第6話 「お互いさまってことで」

 好きです。音楽の話ですが。私の言葉に、ずいっと顔を近づけてくる不良。くそ、顔がいいせいで直視できない。悔しい。


「わたし、東山まつりっていうんだけど! このバンドなら何が一番好きなわけ? やっぱり今かかってるの?」

「え、ぇえと、音楽とかそこまで詳しくないんですけどぅ……このバンドならこれとか……」

「あー、ちょいちょいいいなってのを聞くだけみたいな感じ? でもセンスいいじゃん。このバンドならこれも良いよ……」


 そう言いながらスマホをこちらに向けてくる。同じ音楽アプリ。リストの名前は「まつリスト」。絶望的なセンスである。ほんとにこんな奴の聞く曲がいい曲なのか?

 未だに音楽を止めないスマホの再生停止を勝手に押しながら、まつりはイヤホンを渡す。


「いっぺん聞いてみ?」

「あはは……」


 イヤホンを耳に当てる。心地よい爆音。ギター。ドラム。ベース。パーカッション。楽器の名前なんてどうでもいい。私の薄っぺらい、教養の抜け落ちた心に染みる歌。叫ぶボーカル。ふぅ、と小さく息をつく。


「聞いたことある。てか、私のリストにも入ってるし」


 スマホをまつりに見せてやる。目を細めて、くくくと笑う。


「ふぅん、アンタ。ゆかりって言うんだ」

「そう言えば、まだ名乗ってませんでしたね」

「別に。敬語なんていらないよ」

「あ、そう? 見た目が派手だから怖くて……」

「ははは。確かに」


 でも、かっこいいと思うよ。とは。言えない。大学ならどこにでもいるかもね。これも言えない。私のセンスは、人を怒らせる。

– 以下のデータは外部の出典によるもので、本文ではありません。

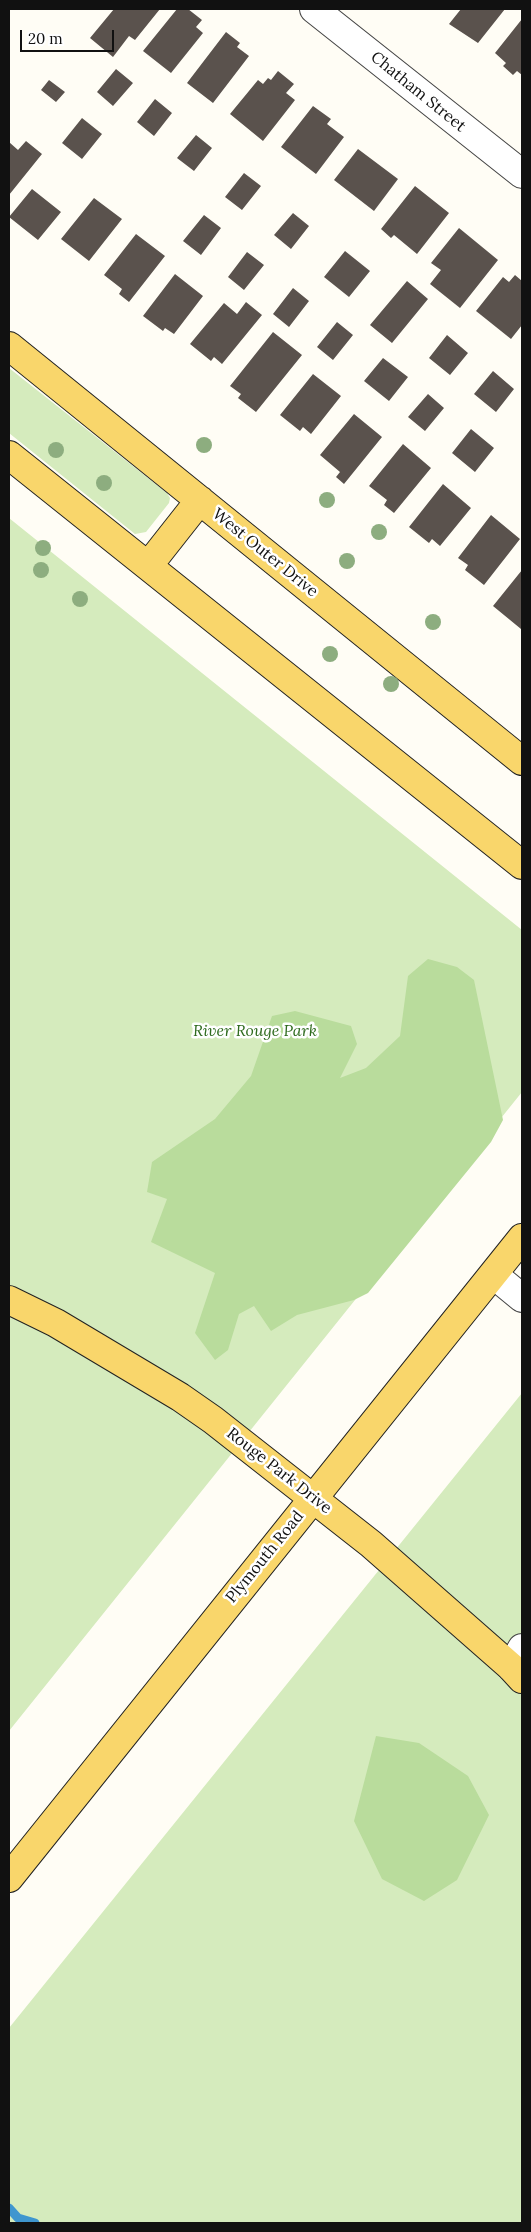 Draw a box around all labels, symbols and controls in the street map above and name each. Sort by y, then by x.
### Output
scale bar [22,20,116,52]
text: 20 m [28,29,63,48]
street label: Chatham Street [367,48,469,136]
street label: West Outer Drive [208,505,322,601]
park label: River Rouge Park [193,1021,317,1041]
street label: Rouge Park Drive [223,1424,335,1518]
street label: Plymouth Road [222,1507,308,1607]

「――こ、子供の頃さぁ、公園で『ここは私のだから使っちゃダメ』とか言わなかった?」


 私の言葉に、まつりはにやりと笑った。


「ゆかり。アンタ、面白いな。――つんけんして悪かった……でもさ」


 どうして、怖いと思ったやつに話しかけたわけ? その言葉に、私は一瞬目を迷わせて。挙動不審はいつものことだけど。

 へらへらと笑う。


「寂しかった、から。話し相手が欲しかったんだな」

「へぇ。学校にも行かずに寂しがってるんだ」

「まぁね。どうせ、学校で話す相手なんていないだろうし」

「ま、そうだね。私も学校じゃいまいち馴染めてない」


 そう言って笑うまつり。私の脳裏には、あさひが一瞬だけよぎるけど。私のことが好きで好きでたまらない幼馴染は、事実として生きてる世界が違う。

 私は、目の前のド派手な不良の方が自分に近い気がしてしまう。あさひは。結局、私と――。

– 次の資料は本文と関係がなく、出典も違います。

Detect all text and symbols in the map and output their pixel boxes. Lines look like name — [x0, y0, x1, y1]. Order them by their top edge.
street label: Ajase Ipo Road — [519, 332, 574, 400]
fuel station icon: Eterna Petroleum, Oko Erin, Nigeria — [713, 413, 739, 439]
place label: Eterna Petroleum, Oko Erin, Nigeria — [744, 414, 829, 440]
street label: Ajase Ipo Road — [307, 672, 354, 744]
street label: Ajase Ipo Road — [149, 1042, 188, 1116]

「……なんというか、公園で知り合うって。ずっとずっとガキの頃みたいだよな」

「へ、あぁ。今も私はガキだからなぁ」

「違いない。私も、まだまだ現役のクソガキだわな」

「このベンチもまつりのものにする?」

「――じゃ、こうしよっか。私とゆかりのもの」


 悪戯めいた顔に、なんとなく腹が立って。わき腹をつっついた。


「やめぃ!」


 頭にチョップ。目から星が飛び出る。頭を押さえながら、笑う。


「……なぁ、もしさ。不登校をゆかりが続けるなら。また、ここに来いよ。私も暇しなさそうだ」

「ま、不登校を続けるかはわかんないけど……そうだね、家にいても気が滅入るだけだし」


 言葉を並べながら。あれ、と自分でも疑問が浮かぶ。私って、こんなに饒舌だったっけ? こんなにぺらぺら話せるタイプだったっけ? なんというべきか。他人だから、話せているのだろうか。相手がぐいぐい来るからだろうか。

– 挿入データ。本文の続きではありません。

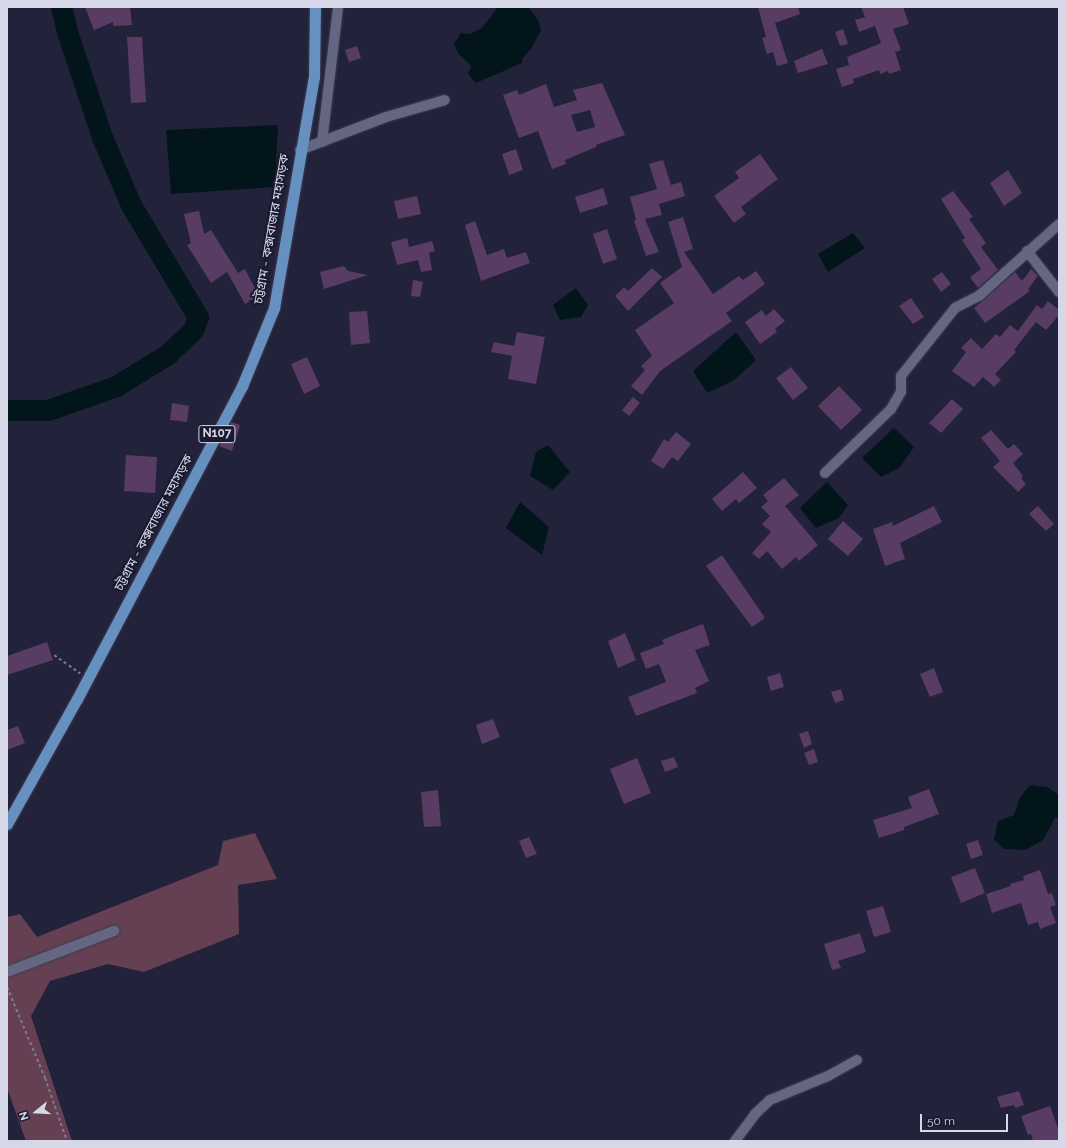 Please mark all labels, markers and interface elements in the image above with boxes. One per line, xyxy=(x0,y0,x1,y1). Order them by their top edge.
street label: চট্টগ্রাম - কক্সবাজার মহাসড়ক xyxy=(251,153,293,305)
road number: N107 xyxy=(198,424,236,444)
street label: চট্টগ্রাম - কক্সবাজার মহাসড়ক xyxy=(111,452,197,594)
north arrow xyxy=(16,1092,56,1132)
scale bar xyxy=(922,1106,1010,1132)
text: N xyxy=(17,1110,32,1122)
text: 50 m xyxy=(927,1114,955,1128)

 いや、似ているからかもしれない。私の、最初の友達で。話しかけてきた人間。


「私はもう学校には行かないだろうから。いつでも来いよ、ゆかり」

「それなら、連絡先を交換したらいいんじゃない?」


 私の言葉にそれもそうだなといいつつ。首をたてには降らなかった。


「なんだかさ、いつもの場所で集まって話をするって。よくない? メッセージじゃ、味気ないよ」

「対面コミュニケーション至上主義のオッサンかよ」

「そうじゃなくてさ! ……私はさ、待つのが好きなんだよ」


 少しわかる気がする。幼馴染を待って本屋で立ち読みしたことがある。待つのは嫌いじゃない。早く過ぎろ、ともうちょっとだけの重なる世界。要するに、メッセージでのやりとりは無粋だと。


「まつりって、変な奴だね」


 そう言うと、舌をちろりと出して。笑う。